Na Espanha, segundo as escalas da União Europeia, uma de cada cinco pessoas sofre “risco de exclusão”, ou seja, enfrenta uma situação difícil. E cinco de cada 100 cidadãos sofrem a chamada “privação material severa”, também conhecida como fome e frio.

Não acredito que perderemos o sono por isso. Embora saibamos que não é verdade, agimos como se fosse culpa deles. Como se a pobreza fosse eletiva. Como se ignorássemos (e não é o caso) que nossa alimentação e nossas comodidades dependem quase sempre do acaso: onde nascemos e quem nos educou. Os exemplos de heroica superação pessoal são muito poucos; a grande maioria das biografias é fruto de sorte, inércia e condições sociais.

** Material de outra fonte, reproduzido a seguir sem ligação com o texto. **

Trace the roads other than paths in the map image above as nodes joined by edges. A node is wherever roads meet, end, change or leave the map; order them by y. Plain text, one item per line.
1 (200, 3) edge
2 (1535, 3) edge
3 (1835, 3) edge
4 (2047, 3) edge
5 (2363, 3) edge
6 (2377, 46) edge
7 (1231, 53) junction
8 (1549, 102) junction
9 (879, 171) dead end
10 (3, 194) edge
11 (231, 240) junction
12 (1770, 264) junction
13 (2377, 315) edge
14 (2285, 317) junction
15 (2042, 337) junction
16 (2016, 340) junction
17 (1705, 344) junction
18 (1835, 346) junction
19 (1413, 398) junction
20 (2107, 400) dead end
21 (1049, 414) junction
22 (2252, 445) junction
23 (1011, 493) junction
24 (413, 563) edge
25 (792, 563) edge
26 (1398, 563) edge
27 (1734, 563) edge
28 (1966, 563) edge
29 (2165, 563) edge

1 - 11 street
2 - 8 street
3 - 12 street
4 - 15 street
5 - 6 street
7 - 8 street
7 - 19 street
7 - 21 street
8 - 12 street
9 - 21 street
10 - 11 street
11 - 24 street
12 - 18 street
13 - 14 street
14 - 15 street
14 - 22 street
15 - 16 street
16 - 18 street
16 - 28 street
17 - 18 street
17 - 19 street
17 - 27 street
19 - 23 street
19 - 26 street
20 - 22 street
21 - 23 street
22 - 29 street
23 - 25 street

Continuaremos lendo que a pobreza se resolve criando riqueza. Se isso não for certo, tanto faz. A economia espanhola cresceu mais de 17% entre 2014 2018. Nesse período, as taxas de pobreza permaneceram quase idênticas. Mas falar de distribuir a riqueza, começando pelo aumento de impostos aos que mais têm e passando pela discussão de tudo o que é discutível no sistema, é considerado de mau gosto. Nem sequer é progressista: é “vermelho”, antigo e cheira a ressentimento de classe.

A história é escrita pelos poderosos e transmitida por mexeriqueiros como eu. Mas costuma ser feita pelos despossuídos. Esses que não contam até o dia em que decidem contar. Por isso, quase nunca entendemos o que acontece. Achamos que a evolução da humanidade atingiu o ápice conosco, com nossa democracia liberal, nosso livre comércio e nosso salariozinho. Que os pobres se escondam, que os imigrantes vão embora. Que nos deixem tranquilos.